Based on the aforementioned results, we proposed a method for structural elucidation using gas-phase N2 adsorption-mass spectrometry that can be used prior to fragmentation and in surveying mass spectral libraries. Figure 4 illustrates the strategy used for the structural characterization of Ser (C3H7NO3, calculated exact mass 105.0426). The CAS registry revealed 93 possible structures with an emperical formula of C3H7NO3. When conventional methods are used for characterizing molecular structures, the product ion spectrum of the protonated molecule is compared with the product ion spectra in a mass spectral library, and the structures that match the elemental composition and fragmentations are screened.8-10) Restricting and minimizing the number of possible candidates are effective steps of the analysis process.
Gas-phase N2 adsorption-mass spectrometry can reduce the number of possible molecular structures with the same elemental composition via the quantification of the X–H (X=O and N) groups of the protonated molecule. For the C3H7NO3 elemental composition, the maximum number of N2 molecules adsorbed on the protonated molecule was n=5, which indicated that C3H7NO3 contained four X–H groups. The number of adsorption sites of C3H7NO3 was derived by subtracting of 1 from the maximum number n=5 of H+(C3H7NO3), because one N2 molecule adsorbed the proton. When the 93 structures associated with the elemental composition of C3H7NO3 were filtered using the number of adsorption sites for C3H7NO3, the number of possible molecular structures was reduced to eight (Fig. 5a). In the case of Gly (C2H5NO2, calculated exact mass 75.0320), the 46 possible structures for C2H5NO2 were reduced to 5 (Fig. 5b) via the quantification of the adsorption sites. This method decreased to 8.6 and 10.8% of the number of possible candidates obtained from the conventional methods for C3H7NO3 and C2H5NO2, respectively.
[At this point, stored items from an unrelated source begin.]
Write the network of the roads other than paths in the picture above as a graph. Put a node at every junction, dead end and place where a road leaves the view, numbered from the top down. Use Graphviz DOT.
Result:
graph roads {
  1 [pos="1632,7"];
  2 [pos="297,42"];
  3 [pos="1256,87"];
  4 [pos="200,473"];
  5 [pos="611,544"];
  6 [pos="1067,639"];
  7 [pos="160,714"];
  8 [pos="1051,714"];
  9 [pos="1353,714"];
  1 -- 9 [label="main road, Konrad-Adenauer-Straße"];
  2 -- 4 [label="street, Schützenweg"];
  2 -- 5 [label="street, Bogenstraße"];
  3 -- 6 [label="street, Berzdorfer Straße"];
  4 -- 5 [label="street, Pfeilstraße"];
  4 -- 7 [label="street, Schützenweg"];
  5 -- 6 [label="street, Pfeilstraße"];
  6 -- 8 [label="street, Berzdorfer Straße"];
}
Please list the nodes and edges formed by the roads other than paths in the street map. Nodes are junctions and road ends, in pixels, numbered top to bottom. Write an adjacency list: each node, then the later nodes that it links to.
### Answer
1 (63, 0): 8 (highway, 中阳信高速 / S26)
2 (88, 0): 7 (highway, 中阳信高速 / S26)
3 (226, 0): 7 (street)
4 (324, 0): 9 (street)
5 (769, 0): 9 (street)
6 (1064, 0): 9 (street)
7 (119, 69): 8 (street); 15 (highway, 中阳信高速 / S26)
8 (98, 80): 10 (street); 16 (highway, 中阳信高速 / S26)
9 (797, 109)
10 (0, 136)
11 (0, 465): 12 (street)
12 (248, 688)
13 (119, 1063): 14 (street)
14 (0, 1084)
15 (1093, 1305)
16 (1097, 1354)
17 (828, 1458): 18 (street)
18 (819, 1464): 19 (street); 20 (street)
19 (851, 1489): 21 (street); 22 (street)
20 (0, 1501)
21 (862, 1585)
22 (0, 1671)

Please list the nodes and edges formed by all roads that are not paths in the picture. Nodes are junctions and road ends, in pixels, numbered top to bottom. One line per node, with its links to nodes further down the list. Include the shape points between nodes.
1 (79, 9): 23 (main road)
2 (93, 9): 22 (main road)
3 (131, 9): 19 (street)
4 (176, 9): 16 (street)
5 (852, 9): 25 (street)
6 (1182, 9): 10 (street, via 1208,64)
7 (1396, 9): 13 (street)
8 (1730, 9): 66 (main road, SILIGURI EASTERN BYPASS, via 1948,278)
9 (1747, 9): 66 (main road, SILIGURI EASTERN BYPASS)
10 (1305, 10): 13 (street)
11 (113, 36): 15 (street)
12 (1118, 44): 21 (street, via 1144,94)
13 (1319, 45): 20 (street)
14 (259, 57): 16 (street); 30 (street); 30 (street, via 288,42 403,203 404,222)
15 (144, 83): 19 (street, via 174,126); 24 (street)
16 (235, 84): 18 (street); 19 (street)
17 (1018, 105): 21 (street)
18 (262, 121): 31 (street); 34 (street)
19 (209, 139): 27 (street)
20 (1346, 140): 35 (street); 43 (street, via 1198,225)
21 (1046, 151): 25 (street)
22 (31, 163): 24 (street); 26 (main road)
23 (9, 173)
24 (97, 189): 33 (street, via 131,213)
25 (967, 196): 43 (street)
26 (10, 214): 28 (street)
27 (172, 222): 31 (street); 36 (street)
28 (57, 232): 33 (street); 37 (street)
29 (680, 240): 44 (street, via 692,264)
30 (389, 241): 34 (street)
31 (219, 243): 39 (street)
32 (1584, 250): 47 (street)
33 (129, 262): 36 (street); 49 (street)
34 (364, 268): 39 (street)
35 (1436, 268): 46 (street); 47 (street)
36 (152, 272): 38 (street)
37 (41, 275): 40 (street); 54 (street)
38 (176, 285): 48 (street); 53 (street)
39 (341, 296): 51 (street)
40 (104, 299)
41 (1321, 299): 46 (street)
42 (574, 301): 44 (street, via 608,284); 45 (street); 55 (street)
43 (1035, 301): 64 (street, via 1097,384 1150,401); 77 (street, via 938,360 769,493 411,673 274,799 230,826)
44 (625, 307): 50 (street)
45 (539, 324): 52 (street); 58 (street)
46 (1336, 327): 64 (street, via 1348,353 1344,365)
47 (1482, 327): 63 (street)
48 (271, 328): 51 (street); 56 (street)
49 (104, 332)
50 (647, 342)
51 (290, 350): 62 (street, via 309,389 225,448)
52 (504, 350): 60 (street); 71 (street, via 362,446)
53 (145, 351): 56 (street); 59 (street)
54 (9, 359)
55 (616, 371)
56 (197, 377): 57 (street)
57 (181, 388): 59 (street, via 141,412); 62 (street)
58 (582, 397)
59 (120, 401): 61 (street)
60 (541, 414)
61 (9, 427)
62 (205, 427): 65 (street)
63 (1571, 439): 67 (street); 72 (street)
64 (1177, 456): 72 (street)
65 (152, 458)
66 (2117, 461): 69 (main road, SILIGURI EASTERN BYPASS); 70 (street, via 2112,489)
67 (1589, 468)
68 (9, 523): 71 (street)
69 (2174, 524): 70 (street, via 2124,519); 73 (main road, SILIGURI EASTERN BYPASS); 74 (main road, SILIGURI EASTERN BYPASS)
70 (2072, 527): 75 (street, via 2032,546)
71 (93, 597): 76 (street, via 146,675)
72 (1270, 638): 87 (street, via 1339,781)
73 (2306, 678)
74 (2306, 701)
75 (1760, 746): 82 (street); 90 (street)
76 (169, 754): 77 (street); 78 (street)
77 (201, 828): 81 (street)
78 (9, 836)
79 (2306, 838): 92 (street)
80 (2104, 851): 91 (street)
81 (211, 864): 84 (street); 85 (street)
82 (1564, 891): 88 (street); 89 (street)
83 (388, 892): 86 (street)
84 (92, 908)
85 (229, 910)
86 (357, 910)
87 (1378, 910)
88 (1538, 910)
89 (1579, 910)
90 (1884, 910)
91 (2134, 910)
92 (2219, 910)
The gas-phase adsorption of N2 on protonated molecules generated via electrospray ionization was investigated using a tandem mass spectrometer equipped with a temperature-controlled ion trap. This method allowed the number of possible molecular structures with the same elemental composition to be reduced by tenth via the quantification of the X–H (X=O and N) groups. Restricting the number of possible candidates is an effective step in the structural elucidation process.
The weakly bound clusters of analyte ions and N2 formed in cold ion traps, such as H+(C3H7NO3)(N2), can be used for the messenger-tagging vibrational spectroscopy analysis of gas-phase analyte ions.19) The optical properties of Trp hydrogen-bonded with analyte ions in the gas phase can be used to identify and quantify the isomers and enantiomers of analyte molecules.20,21) An ion mobility spectrometer with radio-frequency electric fields has been developed for high-resolution and high-transmission efficiency analyses of small molecules.22) The findings reported herein indicate that gas-phase N2 adsorption-mass spectrometry combined with mass spectrometry-based techniques can be useful for elucidating molecular structures.